An abandoned state prison deemed unfit for human habitation was resurrected and used to incarcerate Confederate soldiers during the Civil War. Alton Prison, situated on the fetid banks of the Mississippi River, became a den of sickness. The situation had to be resolved. The ill were moved to an island to die.
Alton was the first state prison in Illinois. It was built too near the river on muddy land. Conditions were bad enough that public complaints led to its closing in 1860. In 1861, the Union asked the state of Illinois if they could use it as a war prison.
The request was made in December 1861. The authorities said it could be improved enough to house prisoners for $2415. The repairs must have been quick or incomplete, as prisoners entered on February 9, 1862. By the 12th, the prison was already overcrowded.
The prison’s 4×7 cells held 1900 soldiers and civilians – including women – accused of treason, bushwhacking, or guerilla warfare. The prison was only meant to hold 800.
The prison’s well was filled with non-potable water. Drinking water had to be carried in from the Mississippi. Food was scarce, so prisoners became malnourished. Sanitary facilities and systems were lacking. Prisoners became sick with dysentery, pneumonia, and even harsher diseases like mumps and rubella.
In summer it was terribly hot and humid. The winters were cold and miserable. The weather only added to the spread of illness. The prison hospital was always overflowing with the weak and dying. Then smallpox broke out.

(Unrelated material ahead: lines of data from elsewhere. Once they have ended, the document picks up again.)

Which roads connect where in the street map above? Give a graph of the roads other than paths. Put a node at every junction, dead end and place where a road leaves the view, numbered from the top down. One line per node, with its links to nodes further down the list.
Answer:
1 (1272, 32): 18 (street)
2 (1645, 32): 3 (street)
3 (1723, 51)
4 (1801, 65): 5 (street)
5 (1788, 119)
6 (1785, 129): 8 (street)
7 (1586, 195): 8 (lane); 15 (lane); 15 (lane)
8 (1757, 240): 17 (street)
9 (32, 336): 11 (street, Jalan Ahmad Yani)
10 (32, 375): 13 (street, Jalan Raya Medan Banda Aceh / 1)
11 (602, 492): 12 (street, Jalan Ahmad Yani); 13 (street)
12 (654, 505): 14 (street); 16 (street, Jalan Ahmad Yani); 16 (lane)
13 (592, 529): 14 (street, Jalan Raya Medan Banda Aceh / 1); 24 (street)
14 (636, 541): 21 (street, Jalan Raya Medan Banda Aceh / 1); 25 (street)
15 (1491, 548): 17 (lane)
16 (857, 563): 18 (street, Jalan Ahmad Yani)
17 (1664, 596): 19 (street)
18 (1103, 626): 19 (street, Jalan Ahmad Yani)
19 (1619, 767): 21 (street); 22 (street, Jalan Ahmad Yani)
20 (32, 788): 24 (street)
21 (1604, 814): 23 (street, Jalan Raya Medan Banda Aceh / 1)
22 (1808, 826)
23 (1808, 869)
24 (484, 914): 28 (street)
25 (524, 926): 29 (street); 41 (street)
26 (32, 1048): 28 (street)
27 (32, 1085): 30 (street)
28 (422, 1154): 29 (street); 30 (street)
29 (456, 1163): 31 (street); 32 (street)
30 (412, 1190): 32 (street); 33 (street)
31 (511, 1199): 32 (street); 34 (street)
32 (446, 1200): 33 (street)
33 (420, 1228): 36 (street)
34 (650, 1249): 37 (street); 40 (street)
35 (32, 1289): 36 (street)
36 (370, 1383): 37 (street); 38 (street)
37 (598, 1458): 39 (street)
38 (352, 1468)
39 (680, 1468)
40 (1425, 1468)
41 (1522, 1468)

The hospital had to be expanded to include two unused workshops in the prison yard. People were dying faster than they could be buried. Their bodies were stored on site in a “deadhouse.”
One prison guard said the death toll reached sixty a day and included Union guards.
Captain J.F. Melton of the Confederacy and a prisoner at Alton, wrote to the Confederate Senate of his experience “I have had to run the gauntlet of every disease which human flesh is heir to – smallpox, measles, mumps, pneumonia . . . I have seen hundreds of my companions in arms consigned to a premature and untimely grave here by the cruelty and injustice of my enemies, murdered in cold blood in this terrible house of disease and death.”
By 1863, the hospital could no longer contain smallpox. Those infected were moved to Sunflower Island across the river and quarantined.
A small, lonely, cottage in disrepair awaited them as their new hospital. Those that made the trip talked about it as a “living burial.” The cottage, known as a “pesthouse” became overcrowded quickly.
The closest thing the dying got to comfort was the kindness of a group of nuns from St. Louis. They braved the risk to give comfort to the afflicted. It was because of these nuns that the prisoners received religious burials.
During the smallpox epidemic at Alton, it is estimated that between 1500 and 5000 died. Administrators at the time admitted that they, too, were sick and were in no condition to keep accurate records. Over 300 people died on the island.
Sunflower Island was plowed over in 1936 to make way for a dam and locks. The 300 buried prisoners were discovered and disturbed. The dirt from the island, including the skeletons of the deceased, was used as fill for one of the embankments.
A monument was erected at the dam site in 2002 to commemorate those who died and were buried on the island.